Kulbir Bhaura

Personal information
- Full name: Kulbir Singh Bhaura
- Born: 15 October 1955 (age 70) Jullundur, Punjab, India
- Height: 178 cm (5 ft 10 in)
- Weight: 72 kg (159 lb)

Sport
- Sport: Field hockey
- Position: Forward

Senior career
- Years: Team / Caps / Goals
- 1979–1986: Hounslow / - / -
- 1986-2000: Indian Gymkhana / - / -

National team
- Years: Team / Caps / Goals
- 1983–1988: Great Britain / 61 / -
- 1979–1988: England / 84 / -

Medal record
Men's field hockey
Representing Great Britain
Olympic Games
| Gold medal – first place | 1988 Seoul | Team competition |
| Bronze medal – third place | 1984 Los Angeles | Team competition |
Champions Trophy
| Bronze medal – third place | 1984 Karachi | Team competition |
| Silver medal – second place | 1985 Perth | Team competition |
Representing England
World Cup
| Silver medal – second place | 1986 London | Team competition |
European Championship
| Silver medal – second place | 1987 Moscow | Team |

= Kulbir Bhaura =

British field hockey player (born 1955)

Kulbir Singh Bhaura (born 15 October 1955) is an Indian-born British former field hockey player. He was a member of the gold winning Great Britain squad at the 1988 Summer Olympics in Seoul.

== Biography ==
Bhaura was born in Jullundur, East Punjab, India, into a Sikh family and came to England in 1968. He was educated at the Khalsa School Jalandhar in India and then Featherstone School in Southall. Bhaura played club hockey for Hounslow Hockey Club in the Men's England Hockey League and made his England debut on 25 March 1979 against Belgium and his Great Britain debut on 11 December 1983 against Pakistan.
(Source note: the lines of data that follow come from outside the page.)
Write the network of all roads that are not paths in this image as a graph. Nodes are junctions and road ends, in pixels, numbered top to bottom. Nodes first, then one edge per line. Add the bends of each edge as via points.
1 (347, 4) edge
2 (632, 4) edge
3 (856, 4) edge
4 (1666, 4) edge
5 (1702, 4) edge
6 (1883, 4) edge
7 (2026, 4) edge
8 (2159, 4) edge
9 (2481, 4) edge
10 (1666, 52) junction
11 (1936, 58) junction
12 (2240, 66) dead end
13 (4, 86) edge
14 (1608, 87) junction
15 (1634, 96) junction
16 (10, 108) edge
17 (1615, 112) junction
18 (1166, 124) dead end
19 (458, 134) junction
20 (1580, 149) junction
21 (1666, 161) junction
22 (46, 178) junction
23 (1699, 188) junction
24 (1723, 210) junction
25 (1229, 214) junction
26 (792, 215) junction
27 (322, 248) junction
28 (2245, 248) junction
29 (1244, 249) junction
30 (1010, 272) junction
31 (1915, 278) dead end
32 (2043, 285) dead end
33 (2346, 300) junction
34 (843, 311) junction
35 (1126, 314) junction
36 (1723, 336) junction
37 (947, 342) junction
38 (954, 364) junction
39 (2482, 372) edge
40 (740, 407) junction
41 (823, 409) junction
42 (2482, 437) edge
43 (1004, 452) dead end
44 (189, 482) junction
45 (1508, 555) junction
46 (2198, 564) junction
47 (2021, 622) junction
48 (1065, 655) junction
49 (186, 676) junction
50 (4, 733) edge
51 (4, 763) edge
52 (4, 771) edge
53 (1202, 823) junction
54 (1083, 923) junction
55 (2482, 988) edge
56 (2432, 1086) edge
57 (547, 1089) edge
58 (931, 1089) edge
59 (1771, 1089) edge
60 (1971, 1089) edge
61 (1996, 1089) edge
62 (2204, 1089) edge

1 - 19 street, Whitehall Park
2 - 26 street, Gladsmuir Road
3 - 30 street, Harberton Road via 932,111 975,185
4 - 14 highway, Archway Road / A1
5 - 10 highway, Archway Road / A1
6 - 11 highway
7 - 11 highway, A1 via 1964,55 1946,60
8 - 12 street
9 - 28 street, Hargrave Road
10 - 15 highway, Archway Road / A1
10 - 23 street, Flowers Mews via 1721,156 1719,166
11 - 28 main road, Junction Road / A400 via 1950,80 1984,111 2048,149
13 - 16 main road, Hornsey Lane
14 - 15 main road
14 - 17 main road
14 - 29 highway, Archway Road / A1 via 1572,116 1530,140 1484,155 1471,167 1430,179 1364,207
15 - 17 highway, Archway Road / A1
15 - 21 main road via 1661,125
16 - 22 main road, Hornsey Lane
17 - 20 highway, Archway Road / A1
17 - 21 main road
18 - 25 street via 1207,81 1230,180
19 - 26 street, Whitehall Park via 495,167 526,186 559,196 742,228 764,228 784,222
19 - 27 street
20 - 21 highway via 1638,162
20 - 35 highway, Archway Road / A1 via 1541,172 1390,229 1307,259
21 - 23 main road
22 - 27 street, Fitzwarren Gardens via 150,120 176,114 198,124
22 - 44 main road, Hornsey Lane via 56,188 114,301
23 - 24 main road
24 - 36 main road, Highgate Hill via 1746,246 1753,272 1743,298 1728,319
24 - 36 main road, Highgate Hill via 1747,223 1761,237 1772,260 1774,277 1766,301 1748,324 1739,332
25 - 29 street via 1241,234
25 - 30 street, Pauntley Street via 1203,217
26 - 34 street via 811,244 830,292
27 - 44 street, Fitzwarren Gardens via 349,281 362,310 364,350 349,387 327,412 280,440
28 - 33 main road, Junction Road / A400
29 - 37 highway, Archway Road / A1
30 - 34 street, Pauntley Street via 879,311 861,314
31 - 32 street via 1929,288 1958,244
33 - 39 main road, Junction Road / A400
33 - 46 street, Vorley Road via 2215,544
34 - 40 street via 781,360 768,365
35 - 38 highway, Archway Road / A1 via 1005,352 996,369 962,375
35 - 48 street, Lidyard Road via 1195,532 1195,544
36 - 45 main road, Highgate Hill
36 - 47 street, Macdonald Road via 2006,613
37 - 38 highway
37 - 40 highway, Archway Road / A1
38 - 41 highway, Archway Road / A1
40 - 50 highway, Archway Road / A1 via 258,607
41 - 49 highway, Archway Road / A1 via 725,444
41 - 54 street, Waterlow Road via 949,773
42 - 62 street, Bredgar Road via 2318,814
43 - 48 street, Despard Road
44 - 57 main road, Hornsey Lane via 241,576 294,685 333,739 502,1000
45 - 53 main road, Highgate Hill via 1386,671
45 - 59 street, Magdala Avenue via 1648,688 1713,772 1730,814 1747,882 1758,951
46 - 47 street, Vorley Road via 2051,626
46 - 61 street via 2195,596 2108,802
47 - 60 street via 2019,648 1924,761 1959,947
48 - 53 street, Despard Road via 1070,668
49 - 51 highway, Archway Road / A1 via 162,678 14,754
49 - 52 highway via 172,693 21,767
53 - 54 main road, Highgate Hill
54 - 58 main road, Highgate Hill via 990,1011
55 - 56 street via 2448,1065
He played at the 1982 Men's Hockey World Cup and at the 1984 Olympic Games in Los Angeles, he represented Great Britain in the hockey tournament and secured the bronze medal with his team.

Bhaura was also a member of the silver medal-winning team in 1986 Men's Hockey World Cup in London. and 1987 European Cup in Moscow. He played at international level for nine years for England and Great Britain.
 A proud moment was when he was selected to represent World XI to play against Australia in 1987.

Bhaura joined Indian Gymkhana Hockey Club and it was while playing for them that he won the Olympic gold in 1988, he retired from international hockey and had earned 84 caps for England and 61 for Great Britain.

He started working within the hockey industry, in marketing and developing equipment. He has visited hockey factories in India and Pakistan, developing hockey and cricket equipment under the brand name Pantheon. He was also involved in developing goalkeeping equipment and owned a ball manufacturing plant, "Chingford Balls". Bhaura owned The Pro Shop, specialising in hockey equipment and team-wear, based in Brentford (W London) and Hitchin (Hertfordshire). He was a European distributor of the Gryphon Hockey brand since 1996. After selling the retail, wholesale and manufacturing operations in 2019, he now enjoys his retirement.

Bhaura is a prominent member of the Indian Gymkhana Hockey Club based in Osterley in W London and continues to play and coach hockey there to this day.